Similar to what we are seeing in Texas and other states joining recent filings, Republicans won’t and shouldn’t concede without first fighting. Trump’s supporters won’t rest without giving up a fight, like former Vice President Al Gore did in 2000. Democrats regret Gore choosing to stop fighting. Gore won the popular vote in the election, but Florida was key to winning the presidency. This is why Trump’s base, including myself, supports his fight. We are living in a time when people ignore history unless it fits their narrative. Even though fighting in courts may not determine different outcomes, our system is manipulated. The Heritage Foundation has an election fraud database of 1,200 proven cases, raising questions about voter fraud. Ballots are disenfranchised by fraud. This year doesn’t need to be like that. 

Although the media declared Biden as the election winner, there are positives in the Republican party from this election that outweigh this.

The GOP freshman class is the party’s most diverse ever. With House gains, at least 17 GOP women join the 117th Congress. Two Black Republicans — Byron Donalds (FL-19) and Burgess Owens (UT-4), who is a former NFL player — joined Congress. Nancy Mace (SC-1) is the first congresswoman to graduate from The Military College of South Carolina, known as The Citadel. Michelle Park Steel (CA-48) and Young Kim (CA-39) are two of the three Korean-American women in Congress. Victoria Spartz (IN-5) is the first Ukraine-born representative. Carlos A. Gimenez (FL-26) served nine years as mayor of Miami-Dade County. Additionally, zero Republican incumbents in the House lost reelection and all Democrat incumbents lost to a woman or minority congressperson. The polls had Democrats gaining 10–15 seats and Republicans were drastically outspent. Instead, Republicans will gain at least 10 seats, with two still uncalled.
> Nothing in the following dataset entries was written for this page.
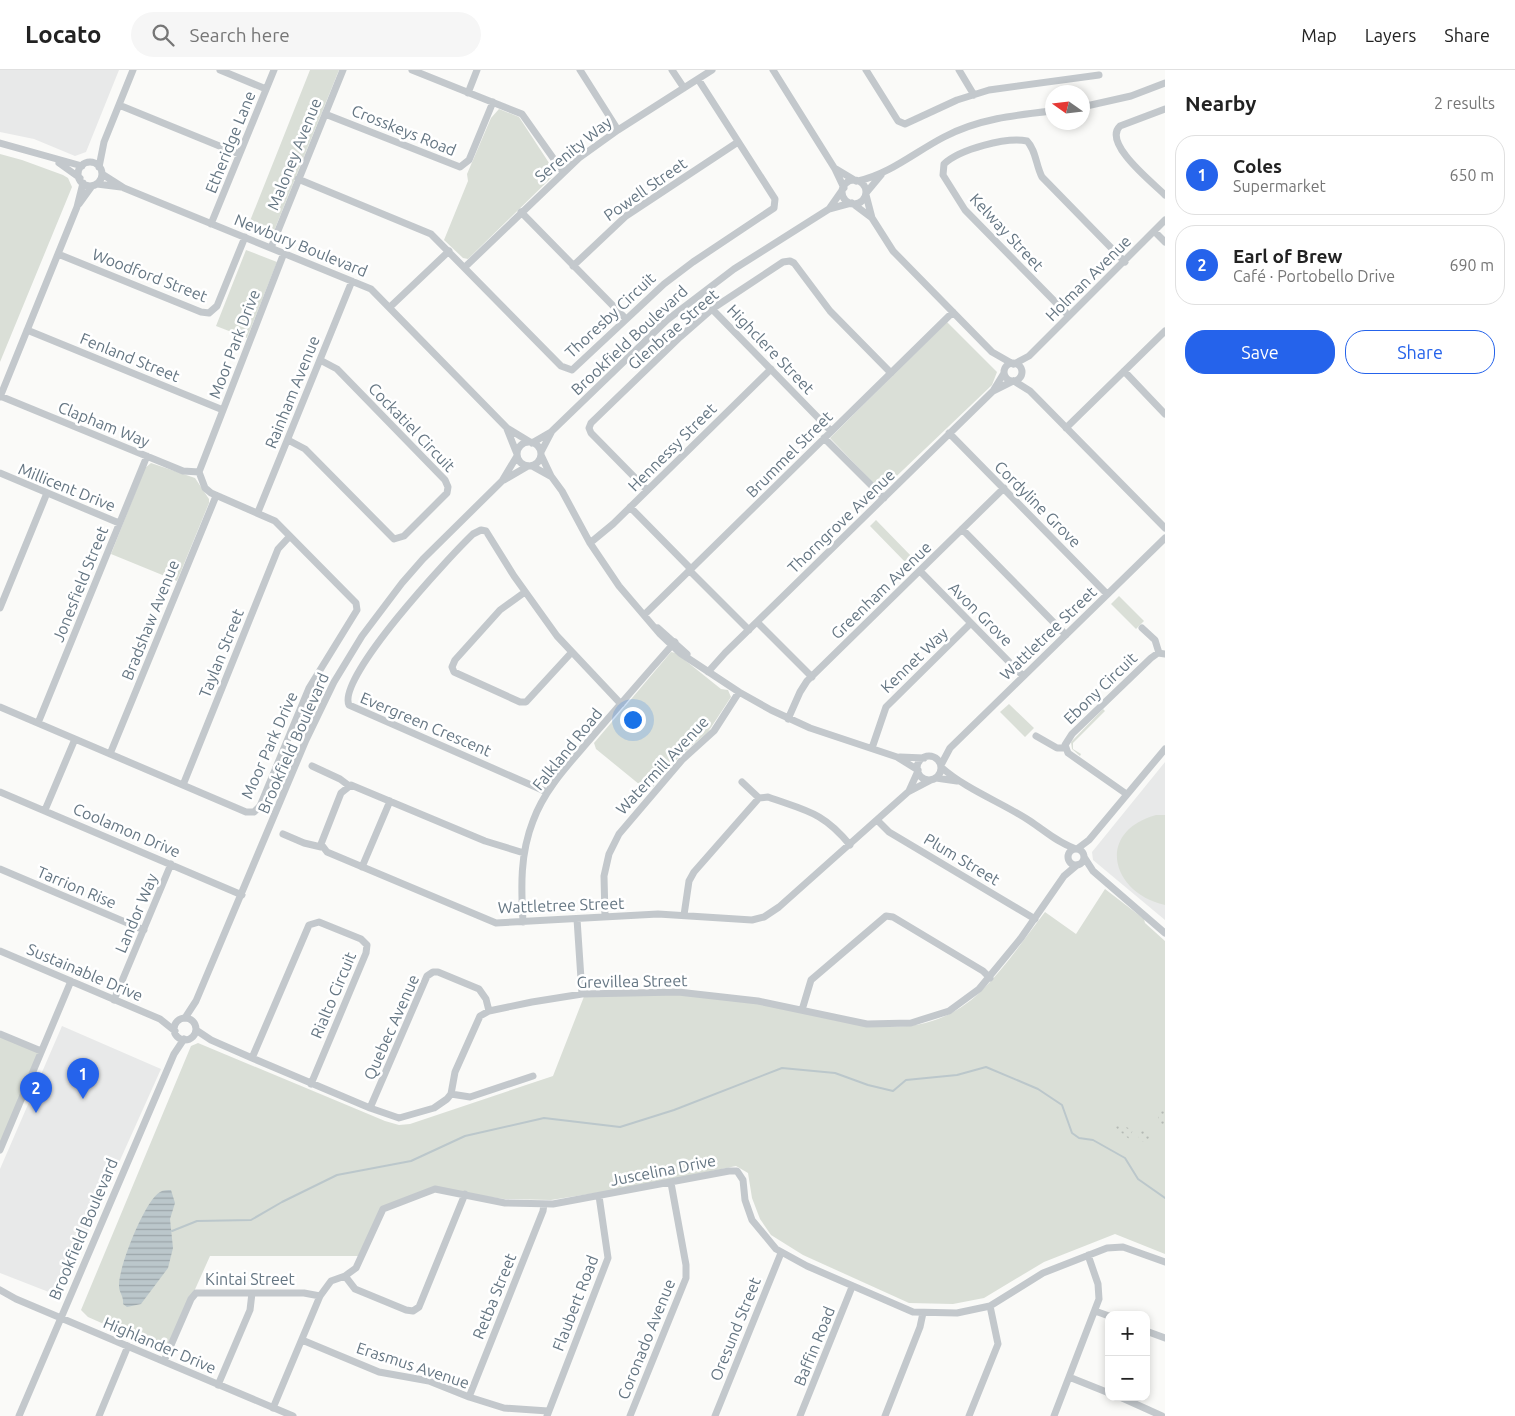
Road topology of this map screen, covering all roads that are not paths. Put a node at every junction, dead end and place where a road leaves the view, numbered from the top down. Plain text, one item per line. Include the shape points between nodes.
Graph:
1 (133, 70) edge
2 (220, 70) edge
3 (274, 70) edge
4 (343, 70) edge
5 (412, 70) edge
6 (477, 70) edge
7 (580, 70) edge
8 (672, 70) edge
9 (712, 70) edge
10 (772, 70) edge
11 (866, 70) edge
12 (959, 70) edge
13 (1085, 73) edge
14 (1099, 74) dead end
15 (698, 79) junction
16 (1165, 83) edge
17 (684, 88) junction
18 (266, 89) junction
19 (468, 93) junction
20 (974, 95) junction
21 (493, 102) junction
22 (119, 105) junction
23 (1090, 105) edge
24 (1165, 108) edge
25 (1045, 112) edge
26 (325, 114) junction
27 (618, 130) junction
28 (104, 142) junction
29 (738, 142) junction
30 (0, 143) edge
31 (239, 154) junction
32 (57, 161) junction
33 (90, 163) junction
34 (82, 166) junction
35 (835, 169) junction
36 (101, 170) junction
37 (563, 172) junction
38 (882, 174) junction
39 (298, 179) junction
40 (81, 181) junction
41 (857, 181) junction
42 (95, 185) junction
43 (124, 188) junction
44 (843, 188) junction
45 (866, 194) junction
46 (1165, 195) edge
47 (851, 203) junction
48 (78, 207) junction
49 (829, 209) junction
50 (521, 212) junction
51 (872, 218) junction
52 (1165, 220) edge
53 (211, 224) junction
54 (1154, 231) junction
55 (245, 237) junction
56 (1165, 242) edge
57 (271, 248) junction
58 (449, 251) junction
59 (284, 253) junction
60 (58, 254) junction
61 (1125, 262) junction
62 (573, 266) junction
63 (465, 267) junction
64 (352, 281) junction
65 (390, 307) junction
66 (712, 309) junction
67 (953, 312) junction
68 (1069, 316) junction
69 (626, 320) junction
70 (27, 330) junction
71 (1165, 331) edge
72 (992, 352) junction
73 (1029, 356) junction
74 (320, 360) junction
75 (1013, 364) junction
76 (771, 369) junction
77 (1004, 372) junction
78 (1124, 372) junction
79 (891, 373) junction
80 (1021, 373) junction
81 (1013, 381) junction
82 (993, 390) junction
83 (1030, 391) junction
84 (0, 397) edge
85 (223, 410) junction
86 (1165, 414) edge
87 (506, 428) junction
88 (1066, 428) junction
89 (552, 431) junction
90 (831, 431) junction
91 (950, 434) junction
92 (824, 438) junction
93 (288, 440) junction
94 (531, 443) junction
95 (541, 453) junction
96 (517, 455) junction
97 (147, 456) junction
98 (530, 466) junction
99 (199, 472) junction
100 (1, 474) edge
101 (551, 476) junction
102 (502, 481) junction
103 (1004, 488) junction
104 (647, 490) junction
105 (47, 493) junction
106 (216, 496) junction
107 (884, 498) junction
108 (630, 507) junction
109 (258, 512) junction
110 (119, 523) junction
111 (1165, 528) edge
112 (962, 529) junction
113 (290, 536) junction
114 (1165, 538) edge
115 (590, 543) junction
116 (690, 570) junction
117 (920, 571) junction
118 (525, 592) junction
119 (1107, 594) junction
120 (0, 608) edge
121 (644, 615) junction
122 (757, 622) junction
123 (971, 623) junction
124 (1142, 628) dead end
125 (749, 630) junction
126 (1066, 635) junction
127 (673, 643) junction
128 (571, 653) junction
129 (1162, 653) edge
130 (708, 672) junction
131 (1023, 676) junction
132 (812, 677) junction
133 (739, 692) junction
134 (621, 704) junction
135 (0, 707) edge
136 (788, 719) junction
137 (38, 723) junction
138 (1036, 736) dead end
139 (75, 739) junction
140 (872, 748) junction
141 (950, 748) junction
142 (1065, 748) junction
143 (1165, 748) edge
144 (110, 754) junction
145 (897, 756) junction
146 (928, 757) junction
147 (312, 766) dead end
148 (941, 766) junction
149 (918, 771) junction
150 (933, 779) junction
151 (958, 781) junction
152 (742, 782) dead end
153 (182, 785) junction
154 (348, 786) junction
155 (547, 792) junction
156 (908, 792) junction
157 (1, 794) edge
158 (1125, 794) junction
159 (759, 798) junction
160 (390, 801) junction
161 (45, 810) junction
162 (878, 821) junction
163 (283, 834) dead end
164 (1089, 840) junction
165 (1059, 842) junction
166 (850, 845) junction
167 (321, 847) junction
168 (1076, 849) junction
169 (524, 853) junction
170 (1084, 856) junction
171 (1068, 860) junction
172 (171, 864) junction
173 (1078, 865) junction
174 (362, 867) junction
175 (0, 869) edge
176 (1093, 871) junction
177 (1064, 876) junction
178 (242, 895) junction
179 (684, 916) junction
180 (605, 917) junction
181 (577, 919) junction
182 (1034, 919) junction
183 (523, 922) junction
184 (144, 930) junction
185 (1165, 933) edge
186 (0, 950) edge
187 (990, 978) junction
188 (71, 981) junction
189 (582, 994) junction
190 (114, 1000) junction
191 (196, 1001) junction
192 (802, 1010) junction
193 (489, 1011) junction
194 (185, 1018) junction
195 (160, 1019) junction
196 (178, 1021) junction
197 (193, 1022) junction
198 (176, 1033) junction
199 (194, 1033) junction
200 (0, 1034) edge
201 (184, 1039) junction
202 (41, 1051) junction
203 (174, 1054) junction
204 (252, 1058) junction
205 (533, 1076) dead end
206 (311, 1084) junction
207 (451, 1094) junction
208 (370, 1108) junction
209 (0, 1150) edge
210 (670, 1183) junction
211 (465, 1194) junction
212 (599, 1196) junction
213 (544, 1204) junction
214 (781, 1253) junction
215 (1088, 1255) junction
216 (1165, 1262) edge
217 (345, 1276) junction
218 (852, 1287) junction
219 (0, 1290) edge
220 (252, 1294) junction
221 (0, 1296) edge
222 (320, 1296) junction
223 (16, 1299) junction
224 (990, 1306) junction
225 (1095, 1311) junction
226 (923, 1313) junction
227 (1105, 1315) edge
228 (60, 1318) junction
229 (1150, 1332) edge
230 (1165, 1338) edge
231 (302, 1340) junction
232 (128, 1346) junction
233 (164, 1361) junction
234 (1069, 1378) junction
235 (218, 1385) junction
236 (1105, 1392) edge
237 (468, 1397) junction
238 (1129, 1401) edge
239 (273, 1408) junction
240 (547, 1414) edge
241 (19, 1416) edge
242 (100, 1416) edge
243 (292, 1416) edge
244 (630, 1416) edge
245 (715, 1416) edge
246 (800, 1416) edge
247 (885, 1416) edge
248 (970, 1416) edge
249 (1054, 1416) edge
250 (1162, 1416) edge

1 - 22 street
2 - 18 street
3 - 18 street, Etheridge Lane
4 - 26 street, Maloney Avenue
5 - 19 street
6 - 19 street
7 - 27 street
8 - 17 street
9 - 15 street, Serenity Way
10 - 35 street
11 - 20 street via 902,124
12 - 20 street
13 - 14 street
13 - 20 street
15 - 17 street, Serenity Way
15 - 29 street, Thoresby Circuit
16 - 23 street via 1131,96
17 - 27 street, Serenity Way
18 - 31 street, Etheridge Lane
19 - 21 street
21 - 26 street, Crosskeys Road via 469,160 460,167
21 - 37 street via 522,114
22 - 28 street
22 - 31 street
24 - 46 street via 1120,126 1115,133 1121,151
25 - 38 street via 998,118 960,130
26 - 39 street, Maloney Avenue
27 - 37 street, Serenity Way
28 - 33 street
28 - 36 street
29 - 62 street, Powell Street via 633,211
29 - 69 street, Thoresby Circuit via 775,200 774,208 686,267
30 - 32 street via 25,148
31 - 53 street, Etheridge Lane
32 - 34 street
32 - 40 street
33 - 34 street
33 - 36 street
34 - 40 street via 79,172
35 - 41 street
35 - 44 street
36 - 42 street
36 - 43 street, Newbury Boulevard
37 - 50 street, Serenity Way
38 - 41 street
38 - 45 street
39 - 57 street, Maloney Avenue
39 - 58 street, Thoresby Circuit via 428,232
40 - 42 street
40 - 48 street
41 - 44 street via 849,182
41 - 45 street via 864,186
42 - 43 street, Newbury Boulevard
42 - 48 street
43 - 53 street, Newbury Boulevard
44 - 47 street via 845,199
44 - 49 street, Brookfield Boulevard
45 - 47 street via 859,203
45 - 51 street
47 - 49 street, Brookfield Boulevard
47 - 51 street
48 - 60 street
49 - 89 street, Brookfield Boulevard via 695,297
50 - 62 street
50 - 63 street, Serenity Way
51 - 67 street via 893,252
52 - 54 street, Holman Avenue
53 - 55 street, Newbury Boulevard
54 - 56 street
54 - 61 street, Holman Avenue
55 - 57 street, Newbury Boulevard
55 - 60 street, Woodford Street via 217,306 209,313
57 - 59 street, Newbury Boulevard
58 - 63 street, Thoresby Circuit
58 - 65 street
59 - 64 street, Newbury Boulevard
59 - 85 street, Moor Park Drive
60 - 70 street
61 - 68 street, Holman Avenue
61 - 68 street, Kelway Street via 1042,178 1027,141 985,145 944,164 942,175 966,210
62 - 69 street
63 - 69 street, Thoresby Circuit via 566,370 577,367
64 - 65 street, Newbury Boulevard via 371,289
64 - 74 street, Rainham Avenue
65 - 87 street, Newbury Boulevard
66 - 76 street, Highclere Street
66 - 79 street, Glenbrae Street via 783,262 790,261 830,312
66 - 104 street, Glenbrae Street via 590,426 592,433
67 - 72 street
67 - 79 street, Brummel Street
68 - 73 street, Holman Avenue
70 - 84 street
70 - 85 street, Fenland Street
71 - 78 street
72 - 75 street
72 - 77 street
73 - 75 street, Holman Avenue
73 - 80 street, Holman Avenue
74 - 93 street, Rainham Avenue
74 - 93 street, Cockatiel Circuit via 337,369 445,480 448,490 404,536 394,539 305,449
75 - 77 street
75 - 80 street
76 - 90 street, Highclere Street
76 - 104 street, Hennessy Street
77 - 81 street via 1008,380
77 - 82 street, Thorngrove Avenue
78 - 86 street
78 - 88 street
79 - 90 street, Brummel Street
80 - 81 street
80 - 83 street
81 - 82 street, Thorngrove Avenue
81 - 83 street
82 - 91 street, Thorngrove Avenue
83 - 88 street
84 - 97 street, Clapham Way
85 - 99 street, Moor Park Drive
87 - 94 street, Newbury Boulevard
87 - 96 street, Newbury Boulevard
88 - 111 street
89 - 94 street, Brookfield Boulevard
89 - 95 street, Brookfield Boulevard
90 - 92 street, Brummel Street
91 - 103 street, Cordyline Grove
91 - 107 street, Thorngrove Avenue
92 - 107 street
92 - 116 street, Brummel Street
93 - 109 street, Rainham Avenue
94 - 95 street
94 - 96 street via 520,447
95 - 98 street via 538,462
95 - 101 street
96 - 98 street via 521,463
96 - 102 street, Brookfield Boulevard
97 - 99 street, Clapham Way via 184,471
97 - 110 street, Jonesfield Street
98 - 101 street
98 - 102 street, Brookfield Boulevard
99 - 106 street via 205,488
100 - 105 street, Millicent Drive
101 - 115 street
102 - 178 street, Brookfield Boulevard via 423,559 362,636 321,707
103 - 112 street, Greenham Avenue
103 - 119 street, Cordyline Grove
104 - 108 street, Hennessy Street
105 - 110 street, Millicent Drive
105 - 120 street
106 - 109 street, Moor Park Drive
106 - 144 street, Bradshaw Avenue
107 - 122 street, Thorngrove Avenue
108 - 115 street, Hennessy Street
108 - 116 street
109 - 113 street, Moor Park Drive via 275,521
110 - 137 street, Jonesfield Street
112 - 117 street, Greenham Avenue
112 - 126 street
113 - 153 street, Taylan Street via 278,550
113 - 153 street, Moor Park Drive via 356,603 357,612 309,688 256,810 246,812
114 - 119 street, Wattletree Street
115 - 121 street via 618,586
116 - 121 street, Brummel Street
116 - 125 street
117 - 123 street, Avon Grove
117 - 132 street, Greenham Avenue
118 - 128 street, Evergreen Crescent
118 - 128 street via 492,617 455,660 454,672 526,702
118 - 155 street, Evergreen Crescent via 488,533 477,530 404,608 360,671 347,700 351,707
119 - 126 street, Wattletree Street
121 - 127 street
122 - 125 street, Thorngrove Avenue
122 - 132 street
123 - 131 street, Avon Grove
123 - 140 street, Kennet Way via 886,707
124 - 129 street, Ebony Circuit via 1155,640
125 - 130 street, Thorngrove Avenue
126 - 131 street, Wattletree Street
127 - 130 street
127 - 134 street, Falkland Road
128 - 134 street, Evergreen Crescent
129 - 142 street, Ebony Circuit via 1151,658 1072,734
130 - 133 street
131 - 141 street, Wattletree Street
132 - 136 street, Greenham Avenue via 800,692
133 - 136 street
133 - 180 street, Watermill Avenue via 714,731 682,760 619,834 609,854 604,876
134 - 155 street, Falkland Road
135 - 137 street, Moor Park Drive
136 - 140 street
137 - 139 street, Moor Park Drive
138 - 142 street, Ebony Circuit via 1057,748
139 - 144 street, Moor Park Drive
139 - 161 street
140 - 145 street
141 - 146 street, Wattletree Street
141 - 148 street, Wattletree Street
142 - 158 street, Ebony Circuit
143 - 158 street
144 - 153 street, Moor Park Drive
145 - 146 street
145 - 149 street
146 - 148 street
146 - 149 street via 920,762
147 - 154 street
148 - 150 street via 940,773
148 - 151 street
149 - 150 street via 923,778
149 - 156 street, Wattletree Street
150 - 151 street
150 - 156 street, Wattletree Street
151 - 165 street via 1030,821
152 - 159 street
154 - 160 street
154 - 167 street via 341,793
155 - 169 street, Falkland Road via 533,820
156 - 162 street, Wattletree Street
157 - 161 street, Coolamon Drive
158 - 164 street
159 - 166 street via 768,797 820,817 837,829
159 - 179 street via 694,872 686,891
160 - 169 street via 485,841
160 - 174 street
161 - 172 street, Coolamon Drive
162 - 166 street, Wattletree Street
162 - 182 street, Plum Street via 889,832
163 - 167 street, Wattletree Street
164 - 168 street
164 - 170 street
165 - 168 street
165 - 171 street
166 - 179 street, Wattletree Street via 764,917 744,920
167 - 174 street, Wattletree Street
168 - 170 street
168 - 171 street via 1069,853
169 - 183 street, Falkland Road via 521,878
170 - 173 street, Grevillea Street
170 - 176 street
171 - 173 street
171 - 177 street, Grevillea Street
172 - 178 street, Coolamon Drive
172 - 184 street, Landor Way
173 - 176 street
173 - 177 street, Grevillea Street
174 - 183 street, Wattletree Street via 491,922
175 - 184 street, Tarrion Rise
176 - 185 street
177 - 182 street, Grevillea Street
178 - 191 street, Brookfield Boulevard
179 - 180 street, Wattletree Street
180 - 181 street, Wattletree Street
181 - 183 street, Wattletree Street
181 - 189 street
182 - 187 street, Grevillea Street
184 - 190 street, Landor Way
186 - 188 street, Sustainable Drive
187 - 192 street, Grevillea Street via 962,1004 940,1015 911,1023 867,1024
187 - 192 street via 893,917 886,916 810,980
188 - 190 street, Sustainable Drive
188 - 202 street
189 - 192 street, Grevillea Street via 692,993
189 - 193 street, Grevillea Street
190 - 195 street, Sustainable Drive
191 - 194 street, Brookfield Boulevard
191 - 197 street, Brookfield Boulevard
193 - 207 street via 480,1016 474,1026 455,1072
193 - 208 street, Quebec Avenue via 479,990 438,972 427,976
194 - 196 street
194 - 197 street
195 - 196 street, Sustainable Drive
195 - 198 street, Sustainable Drive
196 - 198 street
197 - 199 street
198 - 201 street
198 - 203 street, Brookfield Boulevard
199 - 201 street
199 - 204 street
200 - 202 street
201 - 203 street, Brookfield Boulevard
202 - 209 street
203 - 228 street, Brookfield Boulevard
204 - 206 street
204 - 206 street, Rialto Circuit via 308,927 319,922 353,936 366,943 367,950
205 - 207 street via 470,1097
206 - 208 street
207 - 208 street via 440,1106 407,1117 391,1117
210 - 212 street, Juscelina Drive
210 - 214 street, Juscelina Drive via 737,1171 743,1180 752,1220 760,1233
210 - 244 street, Coronado Avenue via 686,1278
211 - 213 street, Juscelina Drive via 505,1203
211 - 217 street, Juscelina Drive via 435,1189 383,1209 356,1268
211 - 217 street via 419,1307 413,1311 406,1310 355,1289
212 - 213 street, Juscelina Drive
212 - 240 street, Flaubert Road via 608,1258
213 - 237 street, Retba Street
214 - 218 street, Juscelina Drive
214 - 245 street, Oresund Street
215 - 216 street, Juscelina Drive via 1106,1248 1123,1247
215 - 224 street, Juscelina Drive via 1043,1273
215 - 225 street via 1100,1292
217 - 222 street, Juscelina Drive via 331,1281
218 - 226 street, Juscelina Drive via 900,1308
218 - 246 street, Baffin Road
219 - 223 street, Highlander Drive
220 - 222 street, Kintai Street via 304,1293
220 - 233 street, Kintai Street via 196,1293
220 - 235 street via 250,1310
221 - 223 street, Highlander Drive
222 - 231 street, Juscelina Drive
223 - 228 street, Highlander Drive
224 - 226 street, Juscelina Drive via 957,1313
224 - 248 street via 998,1344
225 - 227 street
225 - 234 street
226 - 247 street
228 - 232 street, Highlander Drive
228 - 241 street, Brookfield Boulevard
229 - 230 street
231 - 237 street, Erasmus Avenue via 379,1372 429,1381
231 - 239 street, Juscelina Drive
232 - 233 street, Highlander Drive
232 - 242 street
233 - 235 street, Highlander Drive
234 - 236 street
234 - 249 street
235 - 239 street, Highlander Drive
237 - 240 street, Erasmus Avenue via 504,1408
238 - 250 street
239 - 243 street, Highlander Drive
Within Congress, I see a potential political star in Madison Cawthorn (NC-11). Cawthorn, 25, is the third youngest person in U.S. Congress history. He’s shown throughout his life that he is a fighter after becoming partially paralyzed from a car accident in 2014. He plans to combat unfavorable liberal policies promoted by Rep. Alexandria Ocasio-Cortez and Nancy Pelosi, speaker of the House

This election rejected Trump, not the GOP. With Supreme Court control, and hopefully the Senate, Biden would accomplish little other than possibly pulling America out of the pandemic. Even if the media’s right and Biden won, Republicans won this election, flipping House seats and keeping Senate seats. The polls projecting Democrat gains were wrong again.